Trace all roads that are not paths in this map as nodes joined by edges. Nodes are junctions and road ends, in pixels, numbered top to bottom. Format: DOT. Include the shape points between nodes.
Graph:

---

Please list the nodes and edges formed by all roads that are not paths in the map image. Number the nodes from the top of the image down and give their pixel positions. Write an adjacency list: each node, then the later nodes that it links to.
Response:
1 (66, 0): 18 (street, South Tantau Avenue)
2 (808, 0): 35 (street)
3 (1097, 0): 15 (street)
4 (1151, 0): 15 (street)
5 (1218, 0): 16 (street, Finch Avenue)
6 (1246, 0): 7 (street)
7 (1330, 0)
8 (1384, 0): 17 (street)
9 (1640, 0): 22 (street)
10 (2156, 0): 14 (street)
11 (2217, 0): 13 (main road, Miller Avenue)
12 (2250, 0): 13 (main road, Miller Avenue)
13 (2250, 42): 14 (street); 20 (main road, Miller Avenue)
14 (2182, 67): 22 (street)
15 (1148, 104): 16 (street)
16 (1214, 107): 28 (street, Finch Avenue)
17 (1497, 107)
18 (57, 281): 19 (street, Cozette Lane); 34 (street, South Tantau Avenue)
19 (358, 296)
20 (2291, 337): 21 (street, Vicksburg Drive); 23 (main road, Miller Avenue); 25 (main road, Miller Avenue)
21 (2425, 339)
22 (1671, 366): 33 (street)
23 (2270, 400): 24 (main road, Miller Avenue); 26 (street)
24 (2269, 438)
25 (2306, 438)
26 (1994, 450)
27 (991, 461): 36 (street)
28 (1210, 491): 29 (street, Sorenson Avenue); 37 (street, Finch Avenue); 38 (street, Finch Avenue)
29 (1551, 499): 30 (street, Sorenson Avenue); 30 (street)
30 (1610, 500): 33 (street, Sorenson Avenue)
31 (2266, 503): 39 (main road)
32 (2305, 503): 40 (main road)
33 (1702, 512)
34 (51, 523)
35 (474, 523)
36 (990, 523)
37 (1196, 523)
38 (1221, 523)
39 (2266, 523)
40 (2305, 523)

==

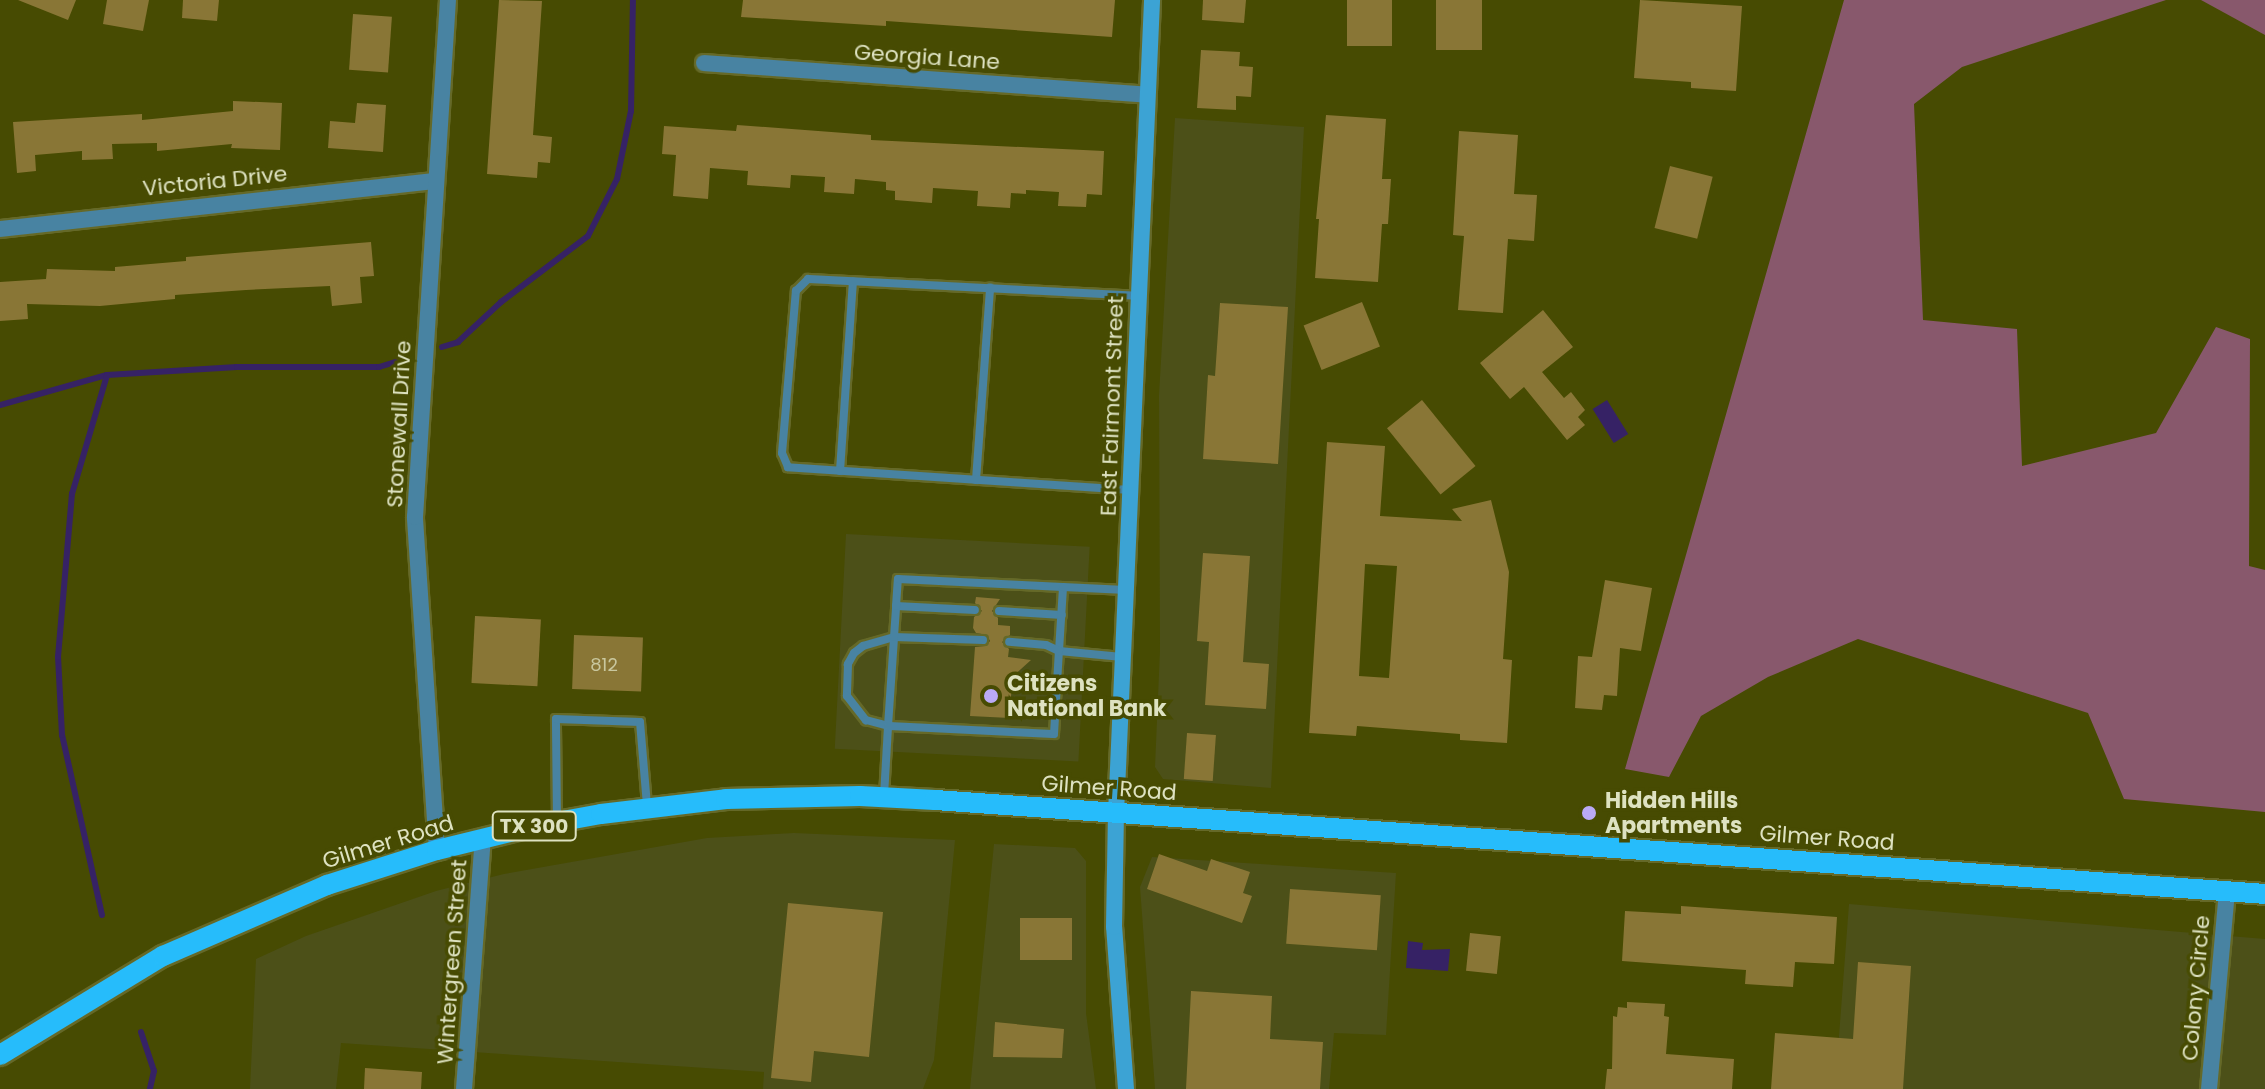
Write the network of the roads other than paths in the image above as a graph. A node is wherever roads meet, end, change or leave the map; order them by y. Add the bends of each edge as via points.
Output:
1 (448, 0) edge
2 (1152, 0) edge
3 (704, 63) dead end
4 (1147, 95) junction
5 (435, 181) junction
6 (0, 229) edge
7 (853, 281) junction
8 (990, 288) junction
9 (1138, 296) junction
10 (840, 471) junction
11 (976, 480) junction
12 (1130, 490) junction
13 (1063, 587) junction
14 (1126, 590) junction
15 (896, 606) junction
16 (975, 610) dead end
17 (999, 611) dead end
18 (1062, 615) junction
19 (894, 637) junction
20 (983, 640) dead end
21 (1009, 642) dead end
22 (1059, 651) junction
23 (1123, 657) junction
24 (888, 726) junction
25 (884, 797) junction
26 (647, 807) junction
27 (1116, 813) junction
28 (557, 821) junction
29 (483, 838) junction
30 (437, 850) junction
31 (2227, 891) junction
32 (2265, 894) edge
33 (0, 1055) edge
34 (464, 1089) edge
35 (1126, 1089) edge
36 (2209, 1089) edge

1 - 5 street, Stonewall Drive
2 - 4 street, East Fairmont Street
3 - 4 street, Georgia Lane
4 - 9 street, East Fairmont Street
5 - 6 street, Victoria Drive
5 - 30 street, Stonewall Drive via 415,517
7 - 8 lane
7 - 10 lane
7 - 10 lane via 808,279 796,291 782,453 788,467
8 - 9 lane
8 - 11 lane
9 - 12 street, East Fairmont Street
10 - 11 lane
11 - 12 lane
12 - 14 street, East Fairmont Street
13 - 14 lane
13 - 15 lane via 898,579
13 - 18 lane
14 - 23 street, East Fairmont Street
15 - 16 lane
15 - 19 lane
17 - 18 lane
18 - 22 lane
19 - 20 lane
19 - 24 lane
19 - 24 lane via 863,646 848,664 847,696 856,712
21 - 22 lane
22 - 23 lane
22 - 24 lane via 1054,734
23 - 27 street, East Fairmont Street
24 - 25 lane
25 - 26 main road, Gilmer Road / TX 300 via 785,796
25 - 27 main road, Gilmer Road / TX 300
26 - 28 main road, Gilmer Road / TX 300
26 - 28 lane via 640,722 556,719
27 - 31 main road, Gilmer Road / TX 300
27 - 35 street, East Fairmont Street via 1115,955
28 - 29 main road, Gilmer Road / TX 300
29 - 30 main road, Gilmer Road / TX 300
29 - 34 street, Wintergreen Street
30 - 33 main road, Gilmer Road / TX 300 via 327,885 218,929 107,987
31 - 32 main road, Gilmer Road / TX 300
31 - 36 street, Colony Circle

Directions for this task:
Scan the data above for the string "roads" and copy each line where it appears.

Task response:
Trace all roads that are not paths in this map as nodes joined by edges. Nodes are junctions and road ends, in pixels, numbered top to bottom. Format: DOT. Include the shape points between nodes.
Please list the nodes and edges formed by all roads that are not paths in the map image. Number the nodes from the top of the image down and give their pixel positions. Write an adjacency list: each node, then the later nodes that it links to.
Write the network of the roads other than paths in the image above as a graph. A node is wherever roads meet, end, change or leave the map; order them by y. Add the bends of each edge as via points.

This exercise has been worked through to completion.